╭─ Data for analysis

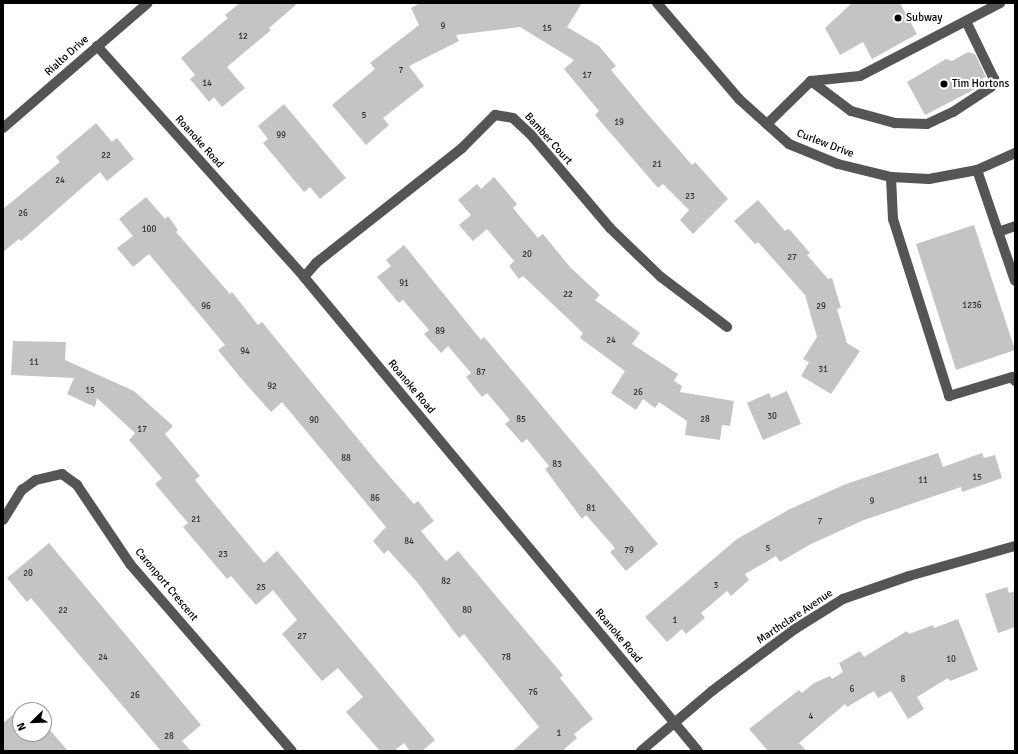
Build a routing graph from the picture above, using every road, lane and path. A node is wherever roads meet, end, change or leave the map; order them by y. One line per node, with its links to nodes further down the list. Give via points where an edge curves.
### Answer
1 (148, 3): 5 (street, Rialto Drive)
2 (657, 3): 7 (street, Curlew Drive, via 739,99)
3 (1000, 3): 4 (street)
4 (966, 21): 6 (street, via 860,76); 6 (street, via 994,79 991,87 953,112 927,124 895,123 851,111)
5 (97, 46): 8 (street, Rialto Drive); 14 (street, Roanoke Road)
6 (811, 81): 7 (street)
7 (767, 124): 11 (street, Curlew Drive, via 789,144 838,164)
8 (3, 128)
9 (1015, 153): 10 (street, Curlew Drive)
10 (977, 170): 11 (street, Curlew Drive, via 929,179); 13 (street)
11 (891, 177): 17 (street, via 893,219 949,396 1012,377)
12 (1015, 226): 13 (street)
13 (998, 232): 15 (street)
14 (304, 277): 16 (street, Bamber Court, via 316,263 462,148 495,115 513,118 532,136 610,228 660,276); 20 (street, Roanoke Road)
15 (1015, 281)
16 (727, 326)
17 (1015, 381)
18 (3, 520): 21 (street, Caronport Crescent, via 22,490 36,480 62,474 77,485 130,564)
19 (1015, 546): 20 (street, Marthclare Avenue, via 909,576 843,599 788,634 712,691)
20 (675, 723): 22 (street, Marthclare Avenue); 23 (street, Roanoke Road)
21 (292, 751)
22 (641, 751)
23 (698, 751)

╰─

• **Problem to solve**:
Each line above should be set down exactly as written, with pictures excluded.

• **Response to the task**:
Build a routing graph from the picture above, using every road, lane and path. A node is wherever roads meet, end, change or leave the map; order them by y. One line per node, with its links to nodes further down the list. Give via points where an edge curves.
### Answer
1 (148, 3): 5 (street, Rialto Drive)
2 (657, 3): 7 (street, Curlew Drive, via 739,99)
3 (1000, 3): 4 (street)
4 (966, 21): 6 (street, via 860,76); 6 (street, via 994,79 991,87 953,112 927,124 895,123 851,111)
5 (97, 46): 8 (street, Rialto Drive); 14 (street, Roanoke Road)
6 (811, 81): 7 (street)
7 (767, 124): 11 (street, Curlew Drive, via 789,144 838,164)
8 (3, 128)
9 (1015, 153): 10 (street, Curlew Drive)
10 (977, 170): 11 (street, Curlew Drive, via 929,179); 13 (street)
11 (891, 177): 17 (street, via 893,219 949,396 1012,377)
12 (1015, 226): 13 (street)
13 (998, 232): 15 (street)
14 (304, 277): 16 (street, Bamber Court, via 316,263 462,148 495,115 513,118 532,136 610,228 660,276); 20 (street, Roanoke Road)
15 (1015, 281)
16 (727, 326)
17 (1015, 381)
18 (3, 520): 21 (street, Caronport Crescent, via 22,490 36,480 62,474 77,485 130,564)
19 (1015, 546): 20 (street, Marthclare Avenue, via 909,576 843,599 788,634 712,691)
20 (675, 723): 22 (street, Marthclare Avenue); 23 (street, Roanoke Road)
21 (292, 751)
22 (641, 751)
23 (698, 751)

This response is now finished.